From Times Square to Jacksonville: When Terrorism Is a Double-Standard
As we all know, the first of this month a crude bomb almost went off in Times Square. It was an attempted terrorist attack by a less than competent 30-year-old finance professional, an American citizen of Pakistani origin who'd recently lost his Connecticut home to foreclosure and gone radical. The man was caught 56 hours after the bomb was discovered. The hurricane of media attention lasted about two weeks. The political consequences of the attack continue, with the usual other radicals in Congress and their amen rabble on Fox seizing on the plot to declare America under attack and constitutional guarantees of due process an even bigger threat to America than terrorism.
Amazing how easily one-off dimwits with bombs can scare off the country that likes to think of itself as the strongest on the planet. That's what happens when the dimwits are Muslim and the targets are recognizably American. It's a different story when tables are reversed and Muslims are the target.
Few of you know that 10 days after the attempted terrorist attack in Times Square, an actual terrorist attack took place in Jacksonville when a firebomb exploded outside the city's biggest mosque, the Islamic Center of Northeast Florida. Some 60 worshippers were praying inside when the bomb went off and started a fire. No one was injured. The bomber is still at large.
The Jacksonville Times-Union did an admirable job of covering the story and editorializing against whatever anti-Islamic motives are polluting Northeast Florida. But aside from the Times-Union and a few broadcast media in the city, that terrorist attack drew almost no attention from the national media and barely more than passing mention in state newspapers. The Southern Poverty Law Center, which tracks every hate crime in the country, has yet to take note of the Jacksonville attack. The FBI is on the case, but even the $5,000 reward it put up looks half-hearted compared to the $12,000 the New York City Police Department put up in the search for the Times Square bomber. The FBI didn't put up the reward in Jacksonville until four days ago, and only when the mosque, a church and a national Islamic organization each put in $5,000 of their own.
Double standards are the collateral damage of that dumb war too many people continue to imagine as a "war on terror." You can't wage war on terror. Terror is a tactic. It's nobody's monopoly. On American soil, the terrorists-from the Oklahoma City bomber to the Fort Hood attacker to the Times Square bomber to, most likely, the Jacksonville bomber-are American. There's convenience in creating a false sense of security by identifying Islam as the evil and Americans as the good guys. But it's demonstrably not true.
The Jacksonville attack didn't happen in a vacuum. For several weeks in April and May a controversy was contrived out of the Jacksonville City Council's nomination of Parvez Ahmed to the city's Human Rights Commission. Ahmed is a Fulbright Scholar and a University of North Florida professor with decades of public service to his name, as well as a long history of condemning terrorism, starting with a September 14, 2001 letter in a Pennsylvania newspaper calling the 9/11 attacks "senseless" and any use of religious labels to describe terrorists "an affront." But Ahmed is a Muslim. Turn on the sirens.

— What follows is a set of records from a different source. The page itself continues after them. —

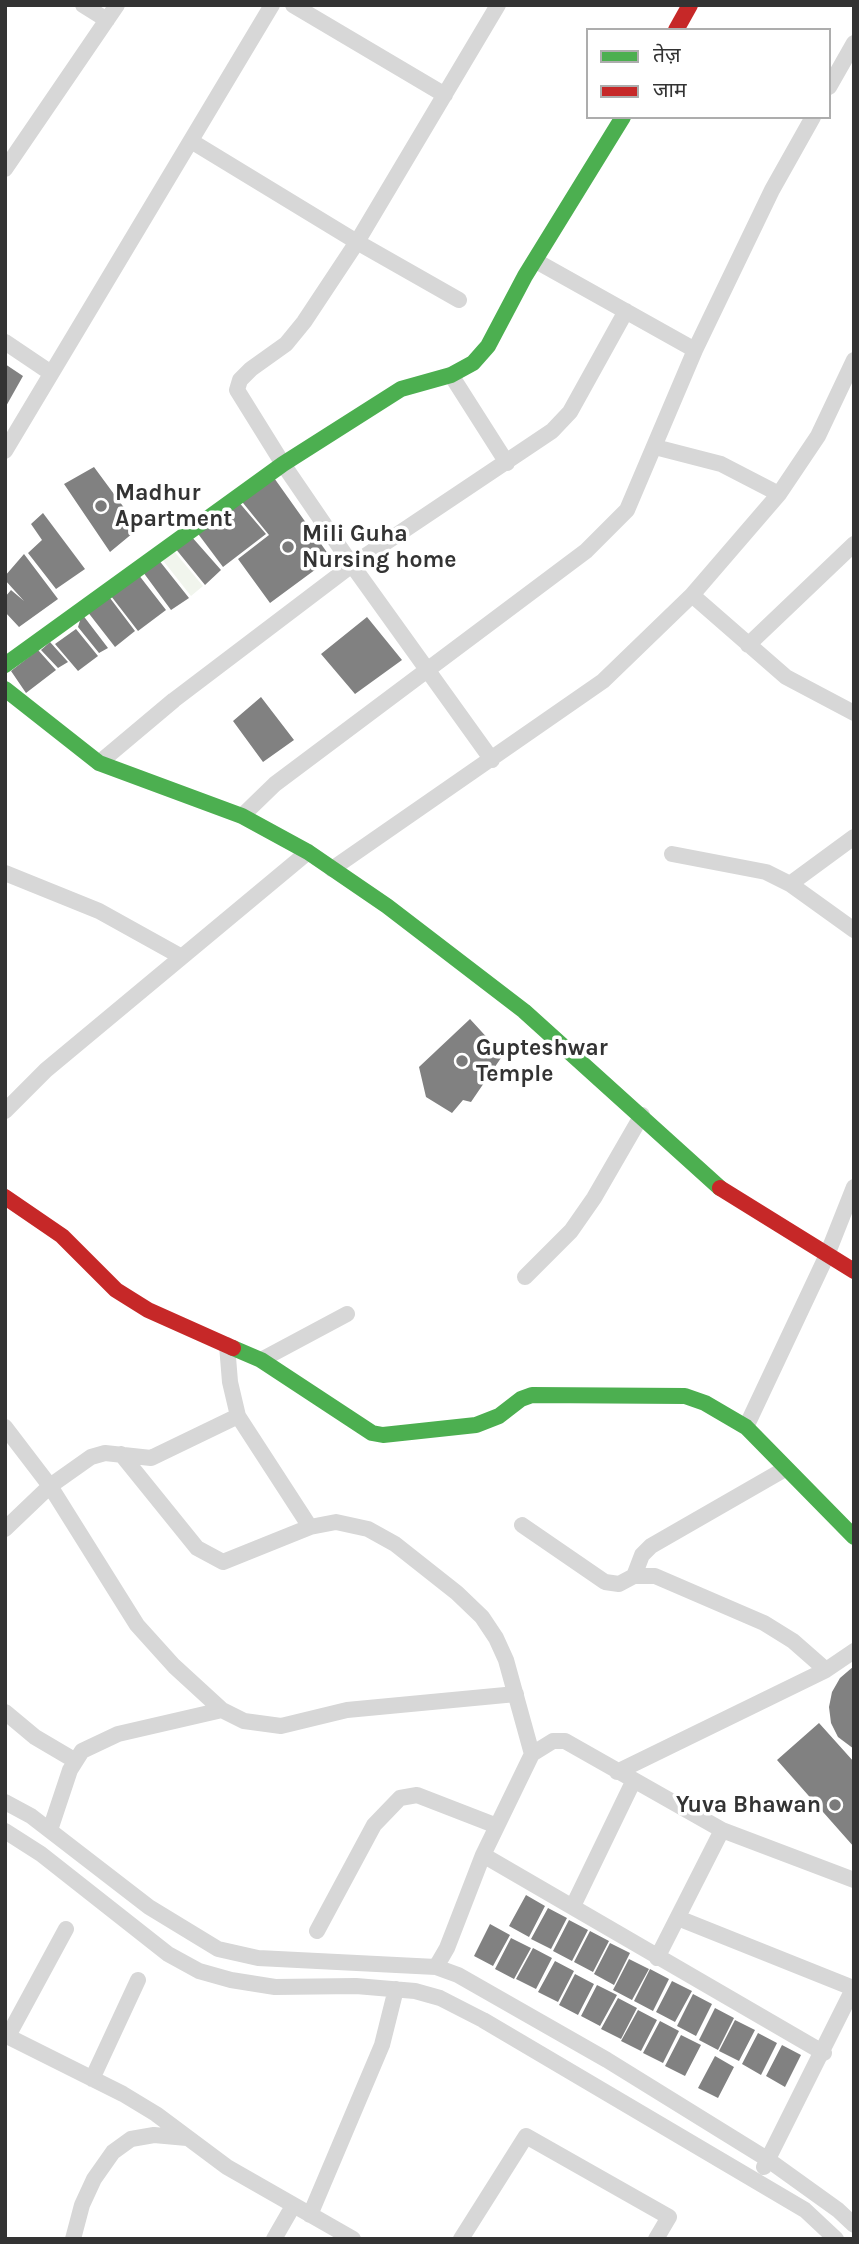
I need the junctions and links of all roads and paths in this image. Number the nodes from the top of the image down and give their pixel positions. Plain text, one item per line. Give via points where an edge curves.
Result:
1 (83, 5) edge
2 (117, 5) edge
3 (272, 5) edge
4 (293, 5) edge
5 (498, 5) edge
6 (691, 5) edge
7 (107, 20) junction
8 (677, 28) edge
9 (854, 43) edge
10 (831, 83) edge
11 (445, 95) junction
12 (622, 119) edge
13 (812, 119) edge
14 (191, 141) junction
15 (6, 166) edge
16 (357, 242) junction
17 (536, 261) junction
18 (459, 300) dead end
19 (626, 312) junction
20 (5, 342) edge
21 (695, 350) junction
22 (854, 360) edge
23 (51, 373) junction
24 (451, 375) junction
25 (655, 447) junction
26 (5, 451) edge
27 (507, 463) junction
28 (283, 464) junction
29 (779, 494) junction
30 (854, 544) edge
31 (352, 565) junction
32 (692, 595) junction
33 (748, 645) junction
34 (5, 665) edge
35 (427, 671) junction
36 (5, 689) edge
37 (854, 713) edge
38 (492, 760) junction
39 (99, 763) junction
40 (242, 816) junction
41 (854, 837) edge
42 (308, 852) junction
43 (672, 854) dead end
44 (332, 869) junction
45 (5, 873) edge
46 (790, 884) junction
47 (854, 930) edge
48 (180, 956) junction
49 (5, 1111) edge
50 (642, 1115) junction
51 (854, 1188) edge
52 (5, 1197) edge
53 (827, 1255) junction
54 (854, 1270) edge
55 (525, 1277) dead end
56 (347, 1314) dead end
57 (227, 1345) junction
58 (261, 1360) junction
59 (238, 1416) junction
60 (5, 1427) edge
61 (746, 1427) junction
62 (121, 1454) junction
63 (785, 1469) junction
64 (50, 1486) junction
65 (8, 1523) edge
66 (522, 1525) dead end
67 (310, 1527) junction
68 (854, 1537) edge
69 (634, 1576) junction
70 (854, 1651) edge
71 (827, 1670) junction
72 (516, 1694) junction
73 (222, 1710) junction
74 (5, 1712) edge
75 (532, 1754) junction
76 (74, 1760) junction
77 (617, 1772) junction
78 (633, 1782) junction
79 (5, 1802) edge
80 (497, 1826) junction
81 (50, 1830) junction
82 (722, 1830) junction
83 (5, 1831) edge
84 (483, 1855) junction
85 (854, 1880) edge
86 (573, 1906) junction
87 (678, 1918) junction
88 (66, 1929) dead end
89 (317, 1931) dead end
90 (657, 1958) junction
91 (436, 1967) junction
92 (138, 1980) dead end
93 (854, 1988) edge
94 (396, 1989) junction
95 (6, 2036) edge
96 (824, 2053) junction
97 (92, 2079) junction
98 (187, 2137) junction
99 (767, 2159) junction
100 (759, 2182) junction
101 (293, 2206) junction
102 (310, 2215) junction
103 (854, 2225) edge
104 (73, 2239) edge
105 (274, 2239) edge
106 (353, 2239) edge
107 (461, 2239) edge
108 (656, 2239) edge
109 (836, 2239) edge

1 - 7 street
2 - 7 street
3 - 14 street
4 - 11 street
5 - 11 street
6 - 8 street
7 - 15 street
9 - 10 street
11 - 16 street
12 - 17 street
13 - 21 street via 772,190
14 - 16 street
14 - 23 street
16 - 18 street
16 - 28 street via 286,344 240,380 237,390 241,399
17 - 19 street
17 - 24 street via 488,346 473,363
19 - 21 street
19 - 27 street via 570,412
20 - 23 street
21 - 25 street
22 - 29 street via 817,436
23 - 26 street
24 - 27 street
24 - 28 street via 401,389
25 - 29 street via 721,464
25 - 35 street via 627,510 586,551
27 - 31 street
28 - 31 street
28 - 34 street
29 - 32 street
30 - 33 street
31 - 35 street
31 - 39 street
32 - 33 street
32 - 38 street via 603,681
33 - 37 street via 786,677
35 - 38 street
35 - 40 street via 275,784
36 - 39 street
38 - 44 street
39 - 40 street
40 - 42 street
41 - 46 street
42 - 44 street
42 - 48 street
43 - 46 street via 745,866
44 - 50 street via 524,1011
45 - 48 street via 99,911
46 - 47 street
48 - 49 street via 46,1070
50 - 53 street via 722,1190
50 - 55 street via 571,1231
51 - 53 street
52 - 57 street via 62,1236 116,1290 148,1310
53 - 54 street
53 - 61 street
56 - 58 street
57 - 58 street
57 - 59 street
58 - 61 street via 360,1427 383,1435 476,1425 532,1395 685,1396
59 - 62 street via 151,1458
59 - 67 street
60 - 64 street
61 - 63 street
62 - 64 street via 91,1457
62 - 67 street via 197,1548 223,1562
63 - 68 street
63 - 69 street via 651,1546
64 - 65 street
64 - 73 street via 137,1625
66 - 69 street via 612,1585
67 - 72 street via 336,1522 368,1530 395,1544 457,1592 496,1638
69 - 71 street via 655,1576 764,1623
70 - 71 street
71 - 77 street
72 - 73 street via 347,1710 281,1726 244,1721
72 - 75 street
73 - 76 street via 118,1734 93,1744
74 - 76 street
75 - 77 street via 543,1745 565,1741
75 - 80 street
76 - 81 street
77 - 78 street
78 - 82 street
78 - 86 street
79 - 81 street
80 - 84 street
80 - 89 street via 416,1795 400,1798 374,1825
81 - 91 street via 149,1907 219,1949 258,1958
82 - 85 street
82 - 87 street
83 - 94 street via 168,1954 199,1971 275,1987
84 - 86 street
84 - 91 street
86 - 90 street
87 - 90 street
87 - 93 street
88 - 95 street
90 - 96 street
91 - 99 street via 607,2060
92 - 97 street
93 - 96 street
94 - 100 street via 440,1998 483,2020
94 - 102 street via 382,2045
95 - 97 street
96 - 99 street
97 - 98 street
98 - 101 street
98 - 104 street via 131,2139 113,2152 82,2205
99 - 100 street
99 - 103 street
100 - 109 street via 805,2210
101 - 102 street
101 - 105 street
102 - 106 street
107 - 108 street via 526,2136 668,2217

"ACT! for America" is a hate group founded by Lebanese Islamophobe Brigitte Gabriel, who sees a terrorist beneath every turban. It's her way of selling books and making money. When her act gets cold, she scavenges a cause and cashes in on the publicity. She found one in Ahmed's nomination. Her Jacksonville chapter launched a McCarthy-era-like attack on Ahmed, concocting slanderous allegations about him having ties to terrorist groups by connecting more dregs than dots. Stupidity loves company. ACT's slanders found support on the Jacksonville city council, particularly City Councilman Don Redman, who shamed his city by demanding that Ahmed publicly "say a prayer to your God." It's only when the council began worrying that an image of intolerance might hurt business in Jacksonville that it approved the Ahmed nomination on a still-shameful 13-6 vote. One of those votes belonged to Glorious Johnson, who feared that Ahmed's nomination was dividing the city and causing others to refer to it, in her words, as "this hick town." Her vote was among the reasons why.
Less than two weeks later, Ahmed's mosque was firebombed. If the message wasn't directed exclusively at Ahmed, it certainly was at the region's 15,000 Muslims. This wasn't swastikas on a wall. It wasn't insults cowardly spat out of a speeding car. It was a firebomb. It was an act of terror against Muslims in Jacksonville. It's no different than if your local church or Times Square had been firebombed. But of course it's been different. When the target happens to be Muslim, whether it's Jacksonville or anywhere else in the world, the attack is beneath concern, because the last thing anyone wants to admit is that hate and terror have their American franchises in spades.